E' quanto emerso dal confronto tra amministrazione, dirigenza scolastica e consorzio Blu

Attualità Misano Adriatico | 15:03 - 13 Novembre 2020 Maria Elena Malpassi Maria Elena Malpassi.

Col sostegno del Comune di Misano, cinque ragazzi che usufruiscono del servizio educativo scolastico continueranno la didattica in presenza, mentre dieci hanno scelto quella a distanza.
Il confronto tra amministrazione comunale, dirigenti scolastici delle scuole superiori e Consorzio Blu (gestore del servizio), ha permesso di individuare  la modalità organizzativa per garantire ai ragazzi misanesi che frequentano le scuole superiori e necessitano del servizio di educativa scolastica, di continuare a studiare con il supporto del proprio educatore.

I ragazzi che hanno una disabilità certificata, oltre all’insegnante di sostegno che è a carico del Ministero, hanno diritto ad essere affiancati da un educatore, il cui costo è sostenuto dal comune di residenza.

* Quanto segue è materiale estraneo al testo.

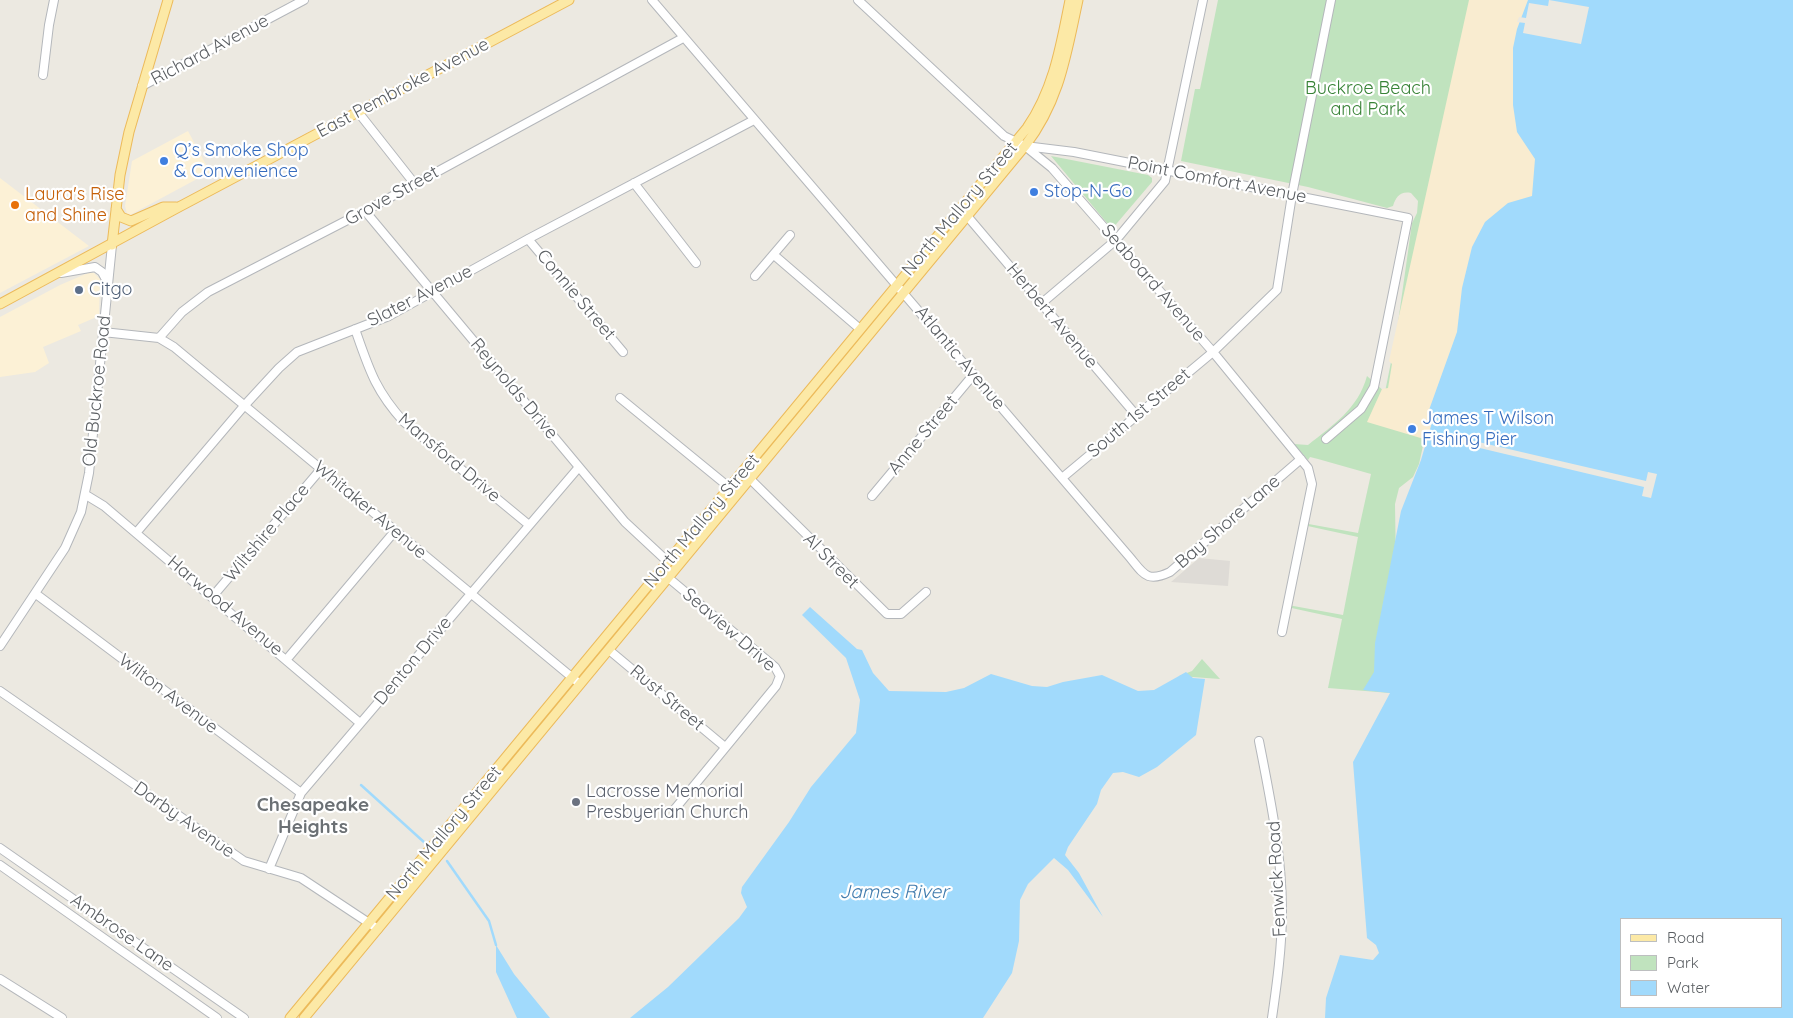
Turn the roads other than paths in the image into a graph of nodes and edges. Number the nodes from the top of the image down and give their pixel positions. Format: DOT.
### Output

Per Misano si tratta di uno stanziamento di 370mila euro l’anno, in aumento di 40mila euro rispetto allo scorso anno. L’ultimo DPCM ha previsto la possibilità, per questi ragazzi, di poter scegliere di continuare a frequentare la scuola in presenza, da qui la necessità di dialogare anche con le famiglie per conoscere le loro intenzioni.

"Da parte dell'Amministrazione - spiega il vicesindaco e assessore alla pubblica istruzione Maria Elena Malpassi - abbiamo garantito massima disponibilità a monitorare costantemente i singoli casi, valutando anche la possibilità di attivare l'educativa domiciliare, laddove la modalità a distanza risulti non efficace per il ragazzo, ovviamente nel rispetto delle misure di sicurezza anticovid e fino a quando sarà possibile. Abbiamo affrontato questa ulteriore prova imposta dal Dpcm, in uno spirito collaborativo e di confronto con le famiglie, la Scuola ed il gestore, con un unico obbiettivo comune a tutti noi ossia continuare, seppur nella difficoltà del momento che viviamo, ad erogare a tutti i nostri ragazzi un servizio di fondamentale importanza per loro e che possa dare una risposta efficace e di qualità, adeguandola a seconda delle esigenze e dei bisogni del singolo ragazzo".